Would you please copy each line below that includes the string "Drive"?

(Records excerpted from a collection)
= Beginning of Section =

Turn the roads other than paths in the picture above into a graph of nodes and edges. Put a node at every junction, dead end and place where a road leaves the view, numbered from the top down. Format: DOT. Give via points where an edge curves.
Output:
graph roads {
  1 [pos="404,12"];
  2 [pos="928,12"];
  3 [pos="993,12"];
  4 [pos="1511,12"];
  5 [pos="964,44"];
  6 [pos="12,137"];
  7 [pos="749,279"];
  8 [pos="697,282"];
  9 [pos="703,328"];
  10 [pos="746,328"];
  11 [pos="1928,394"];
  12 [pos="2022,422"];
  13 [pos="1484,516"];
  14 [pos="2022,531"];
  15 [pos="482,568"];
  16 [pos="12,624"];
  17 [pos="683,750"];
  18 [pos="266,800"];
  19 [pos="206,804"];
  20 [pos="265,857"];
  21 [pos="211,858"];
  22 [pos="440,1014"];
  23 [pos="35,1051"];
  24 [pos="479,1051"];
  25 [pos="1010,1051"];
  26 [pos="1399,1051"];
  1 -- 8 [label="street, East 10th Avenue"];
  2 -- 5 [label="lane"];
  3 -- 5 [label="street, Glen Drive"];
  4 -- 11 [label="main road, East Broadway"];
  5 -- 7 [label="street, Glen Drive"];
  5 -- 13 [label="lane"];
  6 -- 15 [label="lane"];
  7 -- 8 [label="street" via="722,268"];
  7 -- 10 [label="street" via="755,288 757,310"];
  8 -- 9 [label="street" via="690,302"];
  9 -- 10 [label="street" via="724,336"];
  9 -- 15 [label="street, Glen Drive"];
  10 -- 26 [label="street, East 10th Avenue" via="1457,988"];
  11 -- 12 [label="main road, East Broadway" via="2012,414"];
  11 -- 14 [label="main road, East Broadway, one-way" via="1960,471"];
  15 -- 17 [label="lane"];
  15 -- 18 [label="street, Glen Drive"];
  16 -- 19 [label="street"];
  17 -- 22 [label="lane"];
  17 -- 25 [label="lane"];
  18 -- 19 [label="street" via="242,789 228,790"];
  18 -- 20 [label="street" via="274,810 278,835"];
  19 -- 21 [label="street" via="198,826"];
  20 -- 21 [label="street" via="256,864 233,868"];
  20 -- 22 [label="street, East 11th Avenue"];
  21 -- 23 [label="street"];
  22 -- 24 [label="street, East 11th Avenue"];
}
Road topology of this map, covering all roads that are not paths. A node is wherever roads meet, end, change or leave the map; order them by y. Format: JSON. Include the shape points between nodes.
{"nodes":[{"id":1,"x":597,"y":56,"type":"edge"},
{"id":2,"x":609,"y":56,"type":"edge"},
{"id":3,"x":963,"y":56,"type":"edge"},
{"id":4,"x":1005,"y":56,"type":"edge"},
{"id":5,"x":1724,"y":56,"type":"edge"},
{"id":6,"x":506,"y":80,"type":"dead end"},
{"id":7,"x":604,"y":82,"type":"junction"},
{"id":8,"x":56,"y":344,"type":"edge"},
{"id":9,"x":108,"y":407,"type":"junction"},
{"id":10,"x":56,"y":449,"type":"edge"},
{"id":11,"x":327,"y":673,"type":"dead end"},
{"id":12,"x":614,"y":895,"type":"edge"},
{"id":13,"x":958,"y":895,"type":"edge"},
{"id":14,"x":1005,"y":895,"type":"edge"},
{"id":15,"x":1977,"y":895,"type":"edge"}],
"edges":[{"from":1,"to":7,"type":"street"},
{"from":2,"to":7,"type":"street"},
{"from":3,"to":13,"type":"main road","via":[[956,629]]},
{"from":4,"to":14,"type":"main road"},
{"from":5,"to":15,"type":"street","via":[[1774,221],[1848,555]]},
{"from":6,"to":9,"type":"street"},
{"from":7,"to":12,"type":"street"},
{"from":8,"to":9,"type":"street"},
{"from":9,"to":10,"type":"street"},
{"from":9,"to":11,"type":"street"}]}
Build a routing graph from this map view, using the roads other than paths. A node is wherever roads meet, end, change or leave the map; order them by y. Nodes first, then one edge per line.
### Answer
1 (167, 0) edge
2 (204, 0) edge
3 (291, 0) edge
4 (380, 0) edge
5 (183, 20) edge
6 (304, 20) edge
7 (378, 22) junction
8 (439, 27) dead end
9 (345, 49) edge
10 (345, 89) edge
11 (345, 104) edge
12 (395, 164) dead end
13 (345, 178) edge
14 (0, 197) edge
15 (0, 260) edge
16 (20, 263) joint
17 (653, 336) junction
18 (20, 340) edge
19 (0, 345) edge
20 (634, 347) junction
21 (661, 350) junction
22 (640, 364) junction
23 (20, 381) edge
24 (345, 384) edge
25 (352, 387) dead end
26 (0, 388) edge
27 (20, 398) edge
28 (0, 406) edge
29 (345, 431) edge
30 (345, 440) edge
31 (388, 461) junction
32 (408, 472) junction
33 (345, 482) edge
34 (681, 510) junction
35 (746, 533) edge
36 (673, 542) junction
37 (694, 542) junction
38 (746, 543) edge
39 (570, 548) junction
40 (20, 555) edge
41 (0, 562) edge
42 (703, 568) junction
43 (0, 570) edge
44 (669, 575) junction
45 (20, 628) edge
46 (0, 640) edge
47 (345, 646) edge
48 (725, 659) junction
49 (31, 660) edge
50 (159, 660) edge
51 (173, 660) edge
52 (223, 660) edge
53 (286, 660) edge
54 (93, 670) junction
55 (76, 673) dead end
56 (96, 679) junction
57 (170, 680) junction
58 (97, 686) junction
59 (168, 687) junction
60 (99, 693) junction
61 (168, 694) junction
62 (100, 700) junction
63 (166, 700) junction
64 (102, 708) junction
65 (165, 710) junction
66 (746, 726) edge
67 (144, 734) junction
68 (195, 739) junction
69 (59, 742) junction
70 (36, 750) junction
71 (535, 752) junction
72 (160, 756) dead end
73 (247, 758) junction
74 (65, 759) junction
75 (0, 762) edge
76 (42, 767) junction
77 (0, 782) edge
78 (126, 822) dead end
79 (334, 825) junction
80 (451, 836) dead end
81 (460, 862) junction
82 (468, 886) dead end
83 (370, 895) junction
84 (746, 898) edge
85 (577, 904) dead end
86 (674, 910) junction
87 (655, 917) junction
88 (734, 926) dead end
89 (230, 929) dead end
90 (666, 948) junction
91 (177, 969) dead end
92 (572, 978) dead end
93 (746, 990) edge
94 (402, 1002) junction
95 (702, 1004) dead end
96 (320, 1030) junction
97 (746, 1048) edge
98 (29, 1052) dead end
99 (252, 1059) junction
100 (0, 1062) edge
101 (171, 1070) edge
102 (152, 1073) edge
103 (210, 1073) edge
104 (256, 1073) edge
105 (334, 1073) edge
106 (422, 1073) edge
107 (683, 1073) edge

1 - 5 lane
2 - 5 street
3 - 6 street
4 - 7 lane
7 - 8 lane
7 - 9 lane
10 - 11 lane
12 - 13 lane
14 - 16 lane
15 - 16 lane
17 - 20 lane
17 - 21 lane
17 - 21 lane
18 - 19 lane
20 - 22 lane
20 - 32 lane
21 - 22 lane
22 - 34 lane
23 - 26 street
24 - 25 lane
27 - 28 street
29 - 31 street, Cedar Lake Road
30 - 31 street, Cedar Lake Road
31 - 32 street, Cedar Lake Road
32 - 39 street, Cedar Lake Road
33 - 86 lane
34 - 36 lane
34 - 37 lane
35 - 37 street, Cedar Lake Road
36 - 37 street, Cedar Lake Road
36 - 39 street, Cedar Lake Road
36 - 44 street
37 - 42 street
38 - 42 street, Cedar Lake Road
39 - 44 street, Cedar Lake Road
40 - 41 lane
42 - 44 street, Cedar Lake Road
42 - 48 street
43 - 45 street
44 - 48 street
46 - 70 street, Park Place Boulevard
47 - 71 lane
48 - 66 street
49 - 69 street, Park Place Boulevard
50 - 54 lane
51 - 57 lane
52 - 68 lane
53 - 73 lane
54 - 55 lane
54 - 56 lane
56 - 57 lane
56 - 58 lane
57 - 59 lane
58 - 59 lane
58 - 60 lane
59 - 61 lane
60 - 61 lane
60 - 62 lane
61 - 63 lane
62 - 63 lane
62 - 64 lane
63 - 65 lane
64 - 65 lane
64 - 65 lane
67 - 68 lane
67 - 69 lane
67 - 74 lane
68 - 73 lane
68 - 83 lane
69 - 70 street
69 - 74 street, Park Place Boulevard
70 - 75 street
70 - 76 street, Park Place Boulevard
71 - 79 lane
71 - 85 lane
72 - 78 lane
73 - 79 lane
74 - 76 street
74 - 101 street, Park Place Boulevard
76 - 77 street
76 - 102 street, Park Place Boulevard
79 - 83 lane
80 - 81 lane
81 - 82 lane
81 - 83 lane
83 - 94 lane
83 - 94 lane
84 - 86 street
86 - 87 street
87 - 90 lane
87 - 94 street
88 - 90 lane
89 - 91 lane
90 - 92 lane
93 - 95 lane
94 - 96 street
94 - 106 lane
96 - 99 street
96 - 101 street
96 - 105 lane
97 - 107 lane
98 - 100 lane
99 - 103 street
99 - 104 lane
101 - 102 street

= End of Section =

- [RESULT OF THE TASK]:
  3 -- 5 [label="street, Glen Drive"];
  5 -- 7 [label="street, Glen Drive"];
  9 -- 15 [label="street, Glen Drive"];
  15 -- 18 [label="street, Glen Drive"];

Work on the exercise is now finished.